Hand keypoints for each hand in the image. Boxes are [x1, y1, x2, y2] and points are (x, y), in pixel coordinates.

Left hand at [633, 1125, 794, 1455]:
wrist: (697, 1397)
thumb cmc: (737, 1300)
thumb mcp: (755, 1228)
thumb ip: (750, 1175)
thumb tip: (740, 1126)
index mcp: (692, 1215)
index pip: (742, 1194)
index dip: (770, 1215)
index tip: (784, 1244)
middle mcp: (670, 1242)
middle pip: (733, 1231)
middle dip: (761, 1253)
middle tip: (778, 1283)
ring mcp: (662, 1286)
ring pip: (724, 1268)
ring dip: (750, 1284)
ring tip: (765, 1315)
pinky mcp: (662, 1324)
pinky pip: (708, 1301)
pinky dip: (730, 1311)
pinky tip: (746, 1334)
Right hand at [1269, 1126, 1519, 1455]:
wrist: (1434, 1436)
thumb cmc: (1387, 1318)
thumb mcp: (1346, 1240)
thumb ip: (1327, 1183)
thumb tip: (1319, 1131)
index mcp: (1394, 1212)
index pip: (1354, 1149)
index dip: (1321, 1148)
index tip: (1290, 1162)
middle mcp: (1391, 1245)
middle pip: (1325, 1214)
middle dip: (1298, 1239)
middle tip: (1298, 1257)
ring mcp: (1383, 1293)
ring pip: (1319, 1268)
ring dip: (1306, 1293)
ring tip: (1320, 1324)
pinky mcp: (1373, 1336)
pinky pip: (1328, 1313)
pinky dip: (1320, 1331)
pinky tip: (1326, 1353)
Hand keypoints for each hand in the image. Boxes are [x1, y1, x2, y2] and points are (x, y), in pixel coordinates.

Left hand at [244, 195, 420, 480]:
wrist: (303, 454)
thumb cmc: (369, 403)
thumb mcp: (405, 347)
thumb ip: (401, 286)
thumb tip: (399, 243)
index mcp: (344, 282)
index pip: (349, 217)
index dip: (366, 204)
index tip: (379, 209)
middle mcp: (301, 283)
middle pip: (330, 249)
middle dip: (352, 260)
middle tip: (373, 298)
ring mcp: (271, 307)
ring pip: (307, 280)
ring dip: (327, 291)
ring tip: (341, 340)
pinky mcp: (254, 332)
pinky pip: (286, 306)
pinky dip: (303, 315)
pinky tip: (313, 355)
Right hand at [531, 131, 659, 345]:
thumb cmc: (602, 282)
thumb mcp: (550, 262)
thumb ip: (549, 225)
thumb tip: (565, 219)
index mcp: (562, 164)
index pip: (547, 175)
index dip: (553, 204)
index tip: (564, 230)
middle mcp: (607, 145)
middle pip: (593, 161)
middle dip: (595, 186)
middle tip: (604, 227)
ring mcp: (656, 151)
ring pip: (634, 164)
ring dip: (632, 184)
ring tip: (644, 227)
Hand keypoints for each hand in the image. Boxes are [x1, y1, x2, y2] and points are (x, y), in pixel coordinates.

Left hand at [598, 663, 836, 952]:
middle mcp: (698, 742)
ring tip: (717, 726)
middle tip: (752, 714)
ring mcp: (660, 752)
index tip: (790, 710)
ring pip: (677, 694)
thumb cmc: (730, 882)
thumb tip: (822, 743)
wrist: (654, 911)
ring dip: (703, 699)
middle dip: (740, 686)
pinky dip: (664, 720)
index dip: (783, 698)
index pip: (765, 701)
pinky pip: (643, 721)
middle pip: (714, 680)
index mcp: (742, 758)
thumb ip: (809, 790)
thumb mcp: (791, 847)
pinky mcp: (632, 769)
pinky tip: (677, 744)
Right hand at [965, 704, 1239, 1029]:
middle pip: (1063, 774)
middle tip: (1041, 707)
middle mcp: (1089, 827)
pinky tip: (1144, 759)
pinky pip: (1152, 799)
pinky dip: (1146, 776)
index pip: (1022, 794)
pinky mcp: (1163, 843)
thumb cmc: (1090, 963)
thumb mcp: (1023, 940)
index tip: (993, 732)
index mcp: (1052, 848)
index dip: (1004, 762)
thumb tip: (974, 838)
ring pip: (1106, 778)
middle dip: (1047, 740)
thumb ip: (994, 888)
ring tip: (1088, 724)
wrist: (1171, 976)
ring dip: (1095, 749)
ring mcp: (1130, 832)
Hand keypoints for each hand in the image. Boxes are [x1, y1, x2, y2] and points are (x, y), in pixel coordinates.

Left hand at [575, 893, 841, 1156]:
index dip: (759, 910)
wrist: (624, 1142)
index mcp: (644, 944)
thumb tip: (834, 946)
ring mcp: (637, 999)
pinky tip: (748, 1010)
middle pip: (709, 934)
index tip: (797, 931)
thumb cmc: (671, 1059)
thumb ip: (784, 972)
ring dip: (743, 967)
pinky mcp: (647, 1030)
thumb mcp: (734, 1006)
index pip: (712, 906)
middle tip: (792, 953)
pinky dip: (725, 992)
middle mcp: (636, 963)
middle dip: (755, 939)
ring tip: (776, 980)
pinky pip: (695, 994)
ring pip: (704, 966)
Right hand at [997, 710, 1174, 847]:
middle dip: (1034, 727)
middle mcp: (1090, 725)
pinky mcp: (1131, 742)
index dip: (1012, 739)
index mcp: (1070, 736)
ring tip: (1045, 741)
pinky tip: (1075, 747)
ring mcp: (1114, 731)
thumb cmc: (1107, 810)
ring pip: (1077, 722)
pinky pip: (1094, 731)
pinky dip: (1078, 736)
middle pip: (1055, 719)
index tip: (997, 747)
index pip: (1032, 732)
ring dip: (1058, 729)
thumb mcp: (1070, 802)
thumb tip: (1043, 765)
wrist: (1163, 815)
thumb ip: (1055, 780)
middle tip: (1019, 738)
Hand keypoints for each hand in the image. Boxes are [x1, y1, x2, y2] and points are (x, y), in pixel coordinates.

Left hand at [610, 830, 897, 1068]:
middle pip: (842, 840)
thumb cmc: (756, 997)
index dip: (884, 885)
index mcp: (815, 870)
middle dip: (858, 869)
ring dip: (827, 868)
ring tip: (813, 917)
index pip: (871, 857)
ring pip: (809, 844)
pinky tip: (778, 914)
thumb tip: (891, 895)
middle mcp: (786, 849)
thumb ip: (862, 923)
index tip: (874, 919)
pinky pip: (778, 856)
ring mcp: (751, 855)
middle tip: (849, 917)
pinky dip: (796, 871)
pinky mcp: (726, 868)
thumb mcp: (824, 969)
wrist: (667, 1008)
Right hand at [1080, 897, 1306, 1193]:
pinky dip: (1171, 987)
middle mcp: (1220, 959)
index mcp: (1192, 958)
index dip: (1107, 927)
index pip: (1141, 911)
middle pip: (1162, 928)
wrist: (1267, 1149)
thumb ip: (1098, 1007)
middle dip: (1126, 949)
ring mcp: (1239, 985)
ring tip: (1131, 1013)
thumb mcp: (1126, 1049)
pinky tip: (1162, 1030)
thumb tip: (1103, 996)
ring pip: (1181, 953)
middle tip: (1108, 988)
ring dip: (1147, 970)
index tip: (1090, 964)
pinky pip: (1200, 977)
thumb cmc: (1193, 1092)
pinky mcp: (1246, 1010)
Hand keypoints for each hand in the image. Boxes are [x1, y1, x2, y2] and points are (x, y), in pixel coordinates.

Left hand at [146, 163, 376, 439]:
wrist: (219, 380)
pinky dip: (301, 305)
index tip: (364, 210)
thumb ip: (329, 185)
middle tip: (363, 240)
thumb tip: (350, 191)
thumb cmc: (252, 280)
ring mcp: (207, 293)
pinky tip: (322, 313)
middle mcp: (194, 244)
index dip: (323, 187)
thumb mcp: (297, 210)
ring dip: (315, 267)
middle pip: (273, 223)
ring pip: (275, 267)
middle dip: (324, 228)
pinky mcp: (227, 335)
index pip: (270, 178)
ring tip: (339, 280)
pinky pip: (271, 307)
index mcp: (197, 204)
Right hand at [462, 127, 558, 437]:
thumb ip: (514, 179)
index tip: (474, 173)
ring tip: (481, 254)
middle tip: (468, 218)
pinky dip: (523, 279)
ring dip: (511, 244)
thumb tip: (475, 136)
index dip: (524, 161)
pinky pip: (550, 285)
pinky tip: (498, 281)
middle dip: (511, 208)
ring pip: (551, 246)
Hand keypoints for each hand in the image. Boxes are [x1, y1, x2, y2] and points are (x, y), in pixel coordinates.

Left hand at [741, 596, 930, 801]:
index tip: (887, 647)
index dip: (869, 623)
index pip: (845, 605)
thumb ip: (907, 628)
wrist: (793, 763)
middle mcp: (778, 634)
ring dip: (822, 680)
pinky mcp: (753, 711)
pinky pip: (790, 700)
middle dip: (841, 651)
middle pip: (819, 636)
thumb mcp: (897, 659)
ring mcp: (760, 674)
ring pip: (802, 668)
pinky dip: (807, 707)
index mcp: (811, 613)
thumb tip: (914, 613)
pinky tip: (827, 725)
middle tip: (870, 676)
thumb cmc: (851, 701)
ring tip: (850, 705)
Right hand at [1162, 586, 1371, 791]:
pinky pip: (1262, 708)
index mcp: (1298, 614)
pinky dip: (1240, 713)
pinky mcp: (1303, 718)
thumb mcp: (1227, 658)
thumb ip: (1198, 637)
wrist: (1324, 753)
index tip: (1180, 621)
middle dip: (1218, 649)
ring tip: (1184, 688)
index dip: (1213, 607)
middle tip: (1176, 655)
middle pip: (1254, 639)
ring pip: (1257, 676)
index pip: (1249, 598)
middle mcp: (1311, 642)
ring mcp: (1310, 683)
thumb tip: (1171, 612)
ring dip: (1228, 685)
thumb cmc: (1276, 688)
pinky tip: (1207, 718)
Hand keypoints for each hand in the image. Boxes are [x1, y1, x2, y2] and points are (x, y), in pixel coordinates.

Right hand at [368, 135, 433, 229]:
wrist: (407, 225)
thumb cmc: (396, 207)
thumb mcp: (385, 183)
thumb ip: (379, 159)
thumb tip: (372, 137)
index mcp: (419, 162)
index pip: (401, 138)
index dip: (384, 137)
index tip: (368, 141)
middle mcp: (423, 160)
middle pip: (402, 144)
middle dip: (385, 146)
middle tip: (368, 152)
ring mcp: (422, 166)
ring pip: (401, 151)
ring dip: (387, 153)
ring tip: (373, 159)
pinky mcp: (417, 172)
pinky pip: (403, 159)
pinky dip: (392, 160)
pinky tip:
========================================================================
Work item → Copy out precisely the lines from the line with "middle pip: (1162, 928)" to the line with "thumb tip: (475, 136)" in the material above, including those two lines and omitting all the rest.

Result of this exercise →
middle pip: (1162, 928)
wrist: (1267, 1149)
thumb ip: (1098, 1007)
middle dip: (1126, 949)
ring mcp: (1239, 985)
ring tip: (1131, 1013)
thumb mcp: (1126, 1049)
pinky tip: (1162, 1030)
thumb tip: (1103, 996)
ring pip: (1181, 953)
middle tip: (1108, 988)
ring dip: (1147, 970)
index tip: (1090, 964)
pinky pip: (1200, 977)
thumb cmc: (1193, 1092)
pinky mcp: (1246, 1010)
Hand keypoints for each hand in the image. Boxes are [x1, y1, x2, y2] and points are (x, y), in pixel coordinates.

Left hand at [146, 163, 376, 439]:
wrist: (219, 380)
pinky dip: (301, 305)
index tip: (364, 210)
thumb ip: (329, 185)
middle tip: (363, 240)
thumb tip: (350, 191)
thumb cmc: (252, 280)
ring mcp: (207, 293)
pinky tip: (322, 313)
middle mcp: (194, 244)
index dip: (323, 187)
thumb mcp: (297, 210)
ring dip: (315, 267)
middle pip: (273, 223)
ring pip: (275, 267)
middle dip: (324, 228)
pinky mcp: (227, 335)
index pip: (270, 178)
ring tip: (339, 280)
pinky pip: (271, 307)
index mcp: (197, 204)
Right hand at [462, 127, 558, 437]:
thumb ip: (514, 179)
index tip: (474, 173)
ring tip: (481, 254)
middle tip: (468, 218)
pinky dip: (523, 279)
ring dip: (511, 244)
thumb tip: (475, 136)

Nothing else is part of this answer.